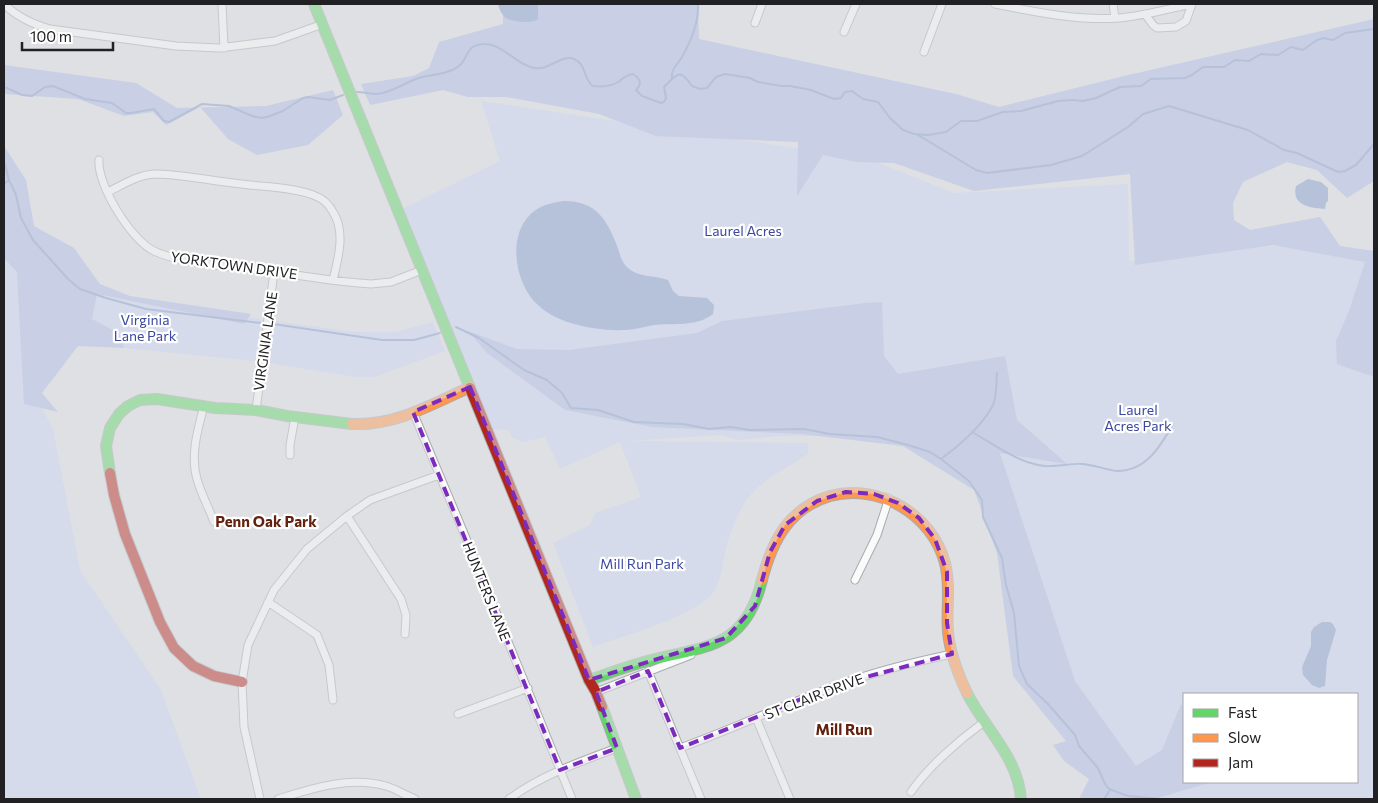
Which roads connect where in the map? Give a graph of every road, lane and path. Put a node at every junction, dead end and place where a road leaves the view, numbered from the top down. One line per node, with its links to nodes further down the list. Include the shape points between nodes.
1 (4, 4): 16 (street, via 24,20 60,31)
2 (222, 4): 16 (street)
3 (314, 4): 14 (street)
4 (762, 4): 13 (street)
5 (856, 4): 15 (street)
6 (942, 4): 17 (street)
7 (995, 4): 10 (street)
8 (1113, 4): 12 (street)
9 (1191, 4): 11 (street); 11 (street, via 1186,21 1176,27 1158,28)
10 (1028, 7): 12 (street, via 1078,17)
11 (1145, 14): 12 (street)
12 (1115, 18)
13 (755, 23)
14 (322, 24): 16 (street, via 275,41); 20 (street)
15 (844, 32)
16 (224, 48)
17 (924, 52)
18 (99, 160): 19 (street, YORKTOWN DRIVE, via 99,170)
19 (108, 192): 21 (street, YORKTOWN DRIVE, via 128,229 153,251 186,260); 22 (street, via 134,178 156,174 313,195 325,202 339,226 340,242)
20 (422, 270): 22 (street, YORKTOWN DRIVE, via 384,283); 23 (street)
21 (274, 272): 22 (street, YORKTOWN DRIVE); 25 (street, VIRGINIA LANE)
22 (333, 280)
23 (470, 386): 26 (street); 39 (street)
24 (204, 406): 25 (street); 32 (street, via 197,437 195,471); 40 (street, via 157,399 132,403 110,428 107,456 124,534 174,648 200,671)
25 (256, 410): 27 (street)
26 (413, 412): 27 (street, via 373,424); 29 (street, HUNTERS LANE)
27 (295, 417): 28 (street)
28 (290, 455)
29 (439, 475): 31 (street, via 370,500); 41 (street, HUNTERS LANE)
30 (889, 498): 33 (street, via 879,529); 36 (street, via 856,491 836,493 800,512 785,525 774,543 758,597 746,620 718,643); 37 (street, via 918,518 943,554)
31 (347, 516): 34 (street, via 307,549); 35 (street, via 401,599 406,615)
32 (214, 522)
33 (855, 580)
34 (268, 602): 40 (street, via 248,645); 43 (street, via 317,635 329,665)
35 (405, 634)
36 (695, 651): 38 (street); 39 (street, via 644,662)
37 (952, 654): 45 (street, ST CLAIR DRIVE, via 869,674); 46 (street)
38 (648, 671): 42 (street); 48 (street)
39 (589, 680): 42 (street)
40 (242, 682): 51 (street, via 244,727)
41 (528, 688): 44 (street); 49 (street, HUNTERS LANE)
42 (596, 692): 47 (street)
43 (333, 700)
44 (458, 714)
45 (756, 718): 48 (street, ST CLAIR DRIVE); 58 (street)
46 (984, 722): 50 (street, via 953,747); 59 (street, via 1013,763 1020,782)
47 (617, 748): 49 (street); 56 (street)
48 (680, 748): 57 (street)
49 (560, 770): 54 (street); 55 (street, HUNTERS LANE)
50 (911, 792)
51 (260, 799)
52 (278, 799): 53 (street, via 344,782 387,786)
53 (415, 799)
54 (508, 799)
55 (572, 799)
56 (636, 799)
57 (701, 799)
58 (790, 799)
59 (1021, 799)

Exercise description:
Omitting the images, copy the listing exactly.

Written solution:
Which roads connect where in the map? Give a graph of every road, lane and path. Put a node at every junction, dead end and place where a road leaves the view, numbered from the top down. One line per node, with its links to nodes further down the list. Include the shape points between nodes.
1 (4, 4): 16 (street, via 24,20 60,31)
2 (222, 4): 16 (street)
3 (314, 4): 14 (street)
4 (762, 4): 13 (street)
5 (856, 4): 15 (street)
6 (942, 4): 17 (street)
7 (995, 4): 10 (street)
8 (1113, 4): 12 (street)
9 (1191, 4): 11 (street); 11 (street, via 1186,21 1176,27 1158,28)
10 (1028, 7): 12 (street, via 1078,17)
11 (1145, 14): 12 (street)
12 (1115, 18)
13 (755, 23)
14 (322, 24): 16 (street, via 275,41); 20 (street)
15 (844, 32)
16 (224, 48)
17 (924, 52)
18 (99, 160): 19 (street, YORKTOWN DRIVE, via 99,170)
19 (108, 192): 21 (street, YORKTOWN DRIVE, via 128,229 153,251 186,260); 22 (street, via 134,178 156,174 313,195 325,202 339,226 340,242)
20 (422, 270): 22 (street, YORKTOWN DRIVE, via 384,283); 23 (street)
21 (274, 272): 22 (street, YORKTOWN DRIVE); 25 (street, VIRGINIA LANE)
22 (333, 280)
23 (470, 386): 26 (street); 39 (street)
24 (204, 406): 25 (street); 32 (street, via 197,437 195,471); 40 (street, via 157,399 132,403 110,428 107,456 124,534 174,648 200,671)
25 (256, 410): 27 (street)
26 (413, 412): 27 (street, via 373,424); 29 (street, HUNTERS LANE)
27 (295, 417): 28 (street)
28 (290, 455)
29 (439, 475): 31 (street, via 370,500); 41 (street, HUNTERS LANE)
30 (889, 498): 33 (street, via 879,529); 36 (street, via 856,491 836,493 800,512 785,525 774,543 758,597 746,620 718,643); 37 (street, via 918,518 943,554)
31 (347, 516): 34 (street, via 307,549); 35 (street, via 401,599 406,615)
32 (214, 522)
33 (855, 580)
34 (268, 602): 40 (street, via 248,645); 43 (street, via 317,635 329,665)
35 (405, 634)
36 (695, 651): 38 (street); 39 (street, via 644,662)
37 (952, 654): 45 (street, ST CLAIR DRIVE, via 869,674); 46 (street)
38 (648, 671): 42 (street); 48 (street)
39 (589, 680): 42 (street)
40 (242, 682): 51 (street, via 244,727)
41 (528, 688): 44 (street); 49 (street, HUNTERS LANE)
42 (596, 692): 47 (street)
43 (333, 700)
44 (458, 714)
45 (756, 718): 48 (street, ST CLAIR DRIVE); 58 (street)
46 (984, 722): 50 (street, via 953,747); 59 (street, via 1013,763 1020,782)
47 (617, 748): 49 (street); 56 (street)
48 (680, 748): 57 (street)
49 (560, 770): 54 (street); 55 (street, HUNTERS LANE)
50 (911, 792)
51 (260, 799)
52 (278, 799): 53 (street, via 344,782 387,786)
53 (415, 799)
54 (508, 799)
55 (572, 799)
56 (636, 799)
57 (701, 799)
58 (790, 799)
59 (1021, 799)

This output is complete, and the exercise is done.